Each record below is to be output unchanged, and any picture is to be dropped.

__RECORDS FOR PROCESSING__.
┏━━

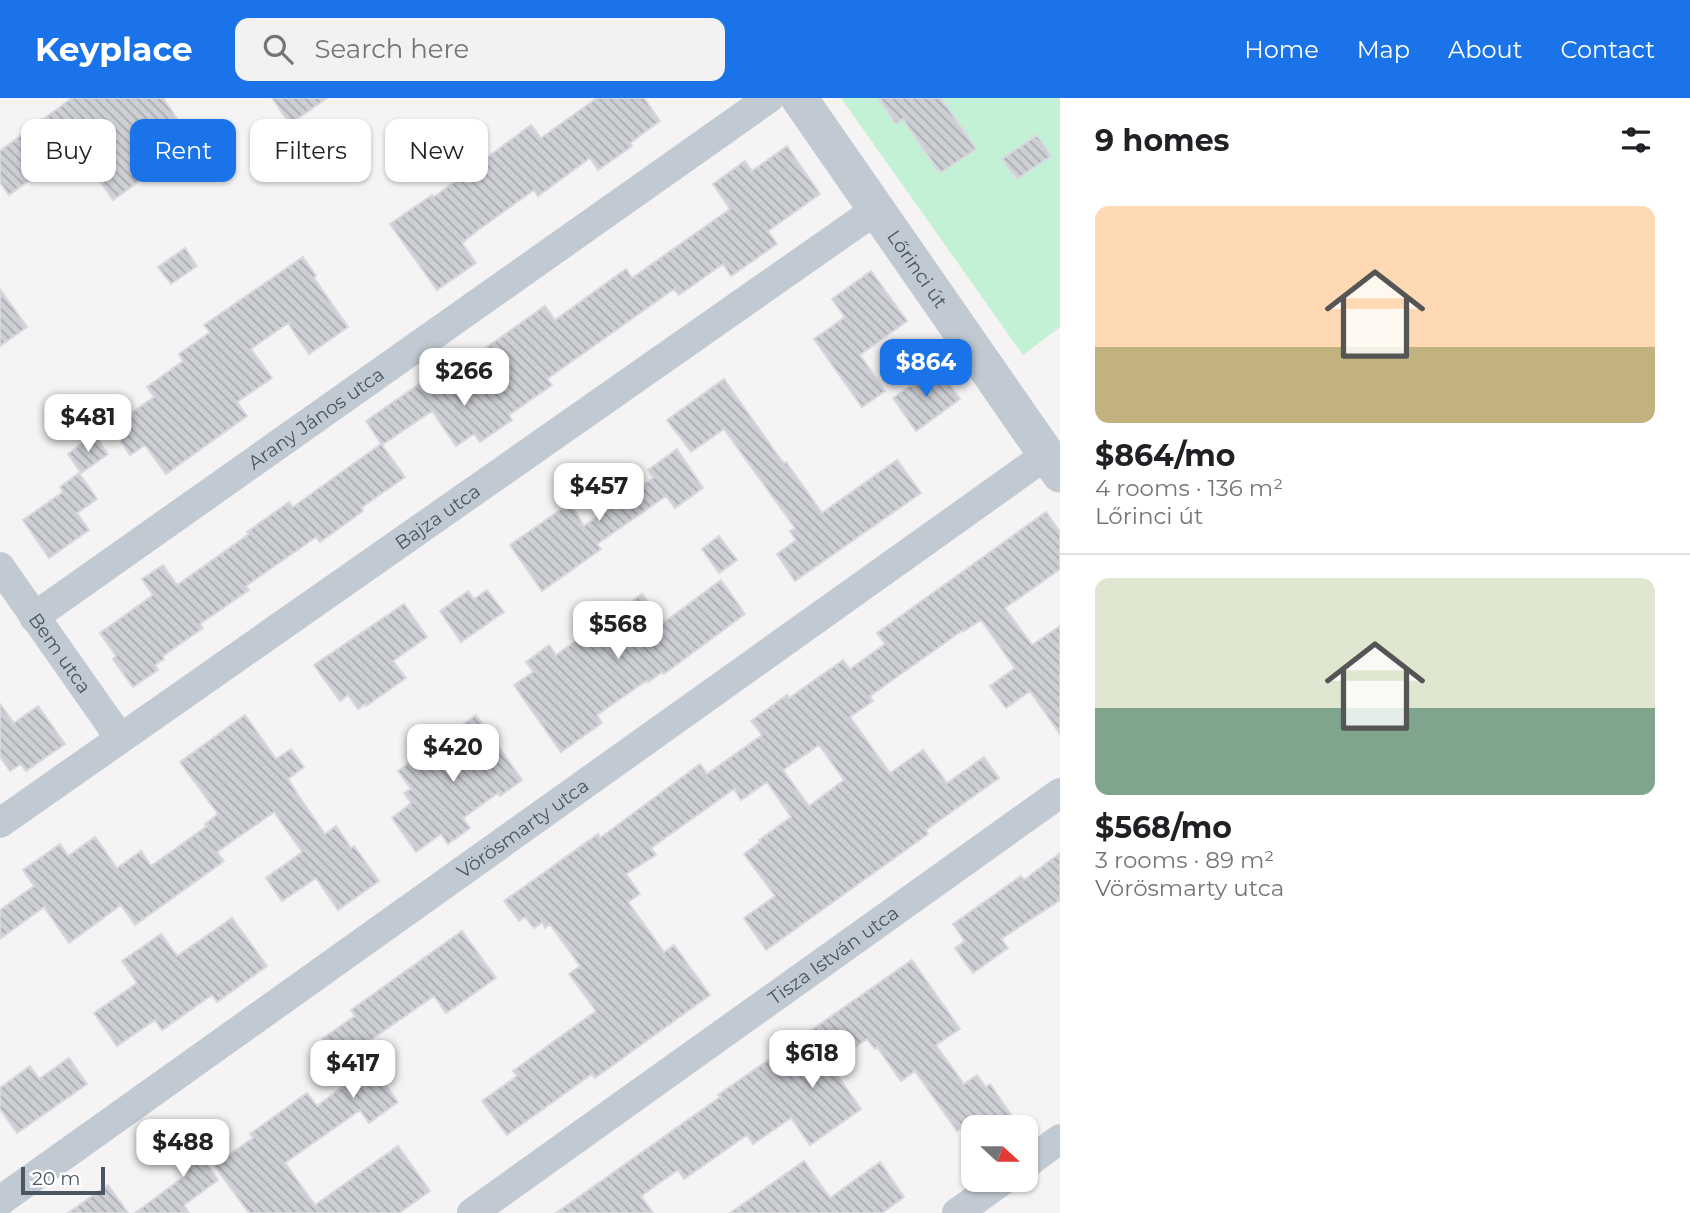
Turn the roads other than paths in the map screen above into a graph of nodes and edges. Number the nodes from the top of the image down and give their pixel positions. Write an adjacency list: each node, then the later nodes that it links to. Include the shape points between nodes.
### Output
1 (769, 98): 6 (street, Arany János utca)
2 (799, 98): 3 (street, Lőrinci út)
3 (876, 211): 4 (street, Lőrinci út); 7 (street, Bajza utca)
4 (1053, 464): 13 (street, Vörösmarty utca)
5 (0, 567): 6 (street, Bem utca)
6 (34, 617): 7 (street, Bem utca)
7 (120, 738): 9 (street, Bajza utca)
8 (1060, 793): 14 (street, Tisza István utca)
9 (0, 824)
10 (1060, 1139): 11 (street)
11 (1038, 1155)
12 (986, 1192): 15 (street)
13 (0, 1200)
14 (472, 1213)
15 (957, 1213)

┗━━

__EXERCISE RESULT__.
Turn the roads other than paths in the map screen above into a graph of nodes and edges. Number the nodes from the top of the image down and give their pixel positions. Write an adjacency list: each node, then the later nodes that it links to. Include the shape points between nodes.
### Output
1 (769, 98): 6 (street, Arany János utca)
2 (799, 98): 3 (street, Lőrinci út)
3 (876, 211): 4 (street, Lőrinci út); 7 (street, Bajza utca)
4 (1053, 464): 13 (street, Vörösmarty utca)
5 (0, 567): 6 (street, Bem utca)
6 (34, 617): 7 (street, Bem utca)
7 (120, 738): 9 (street, Bajza utca)
8 (1060, 793): 14 (street, Tisza István utca)
9 (0, 824)
10 (1060, 1139): 11 (street)
11 (1038, 1155)
12 (986, 1192): 15 (street)
13 (0, 1200)
14 (472, 1213)
15 (957, 1213)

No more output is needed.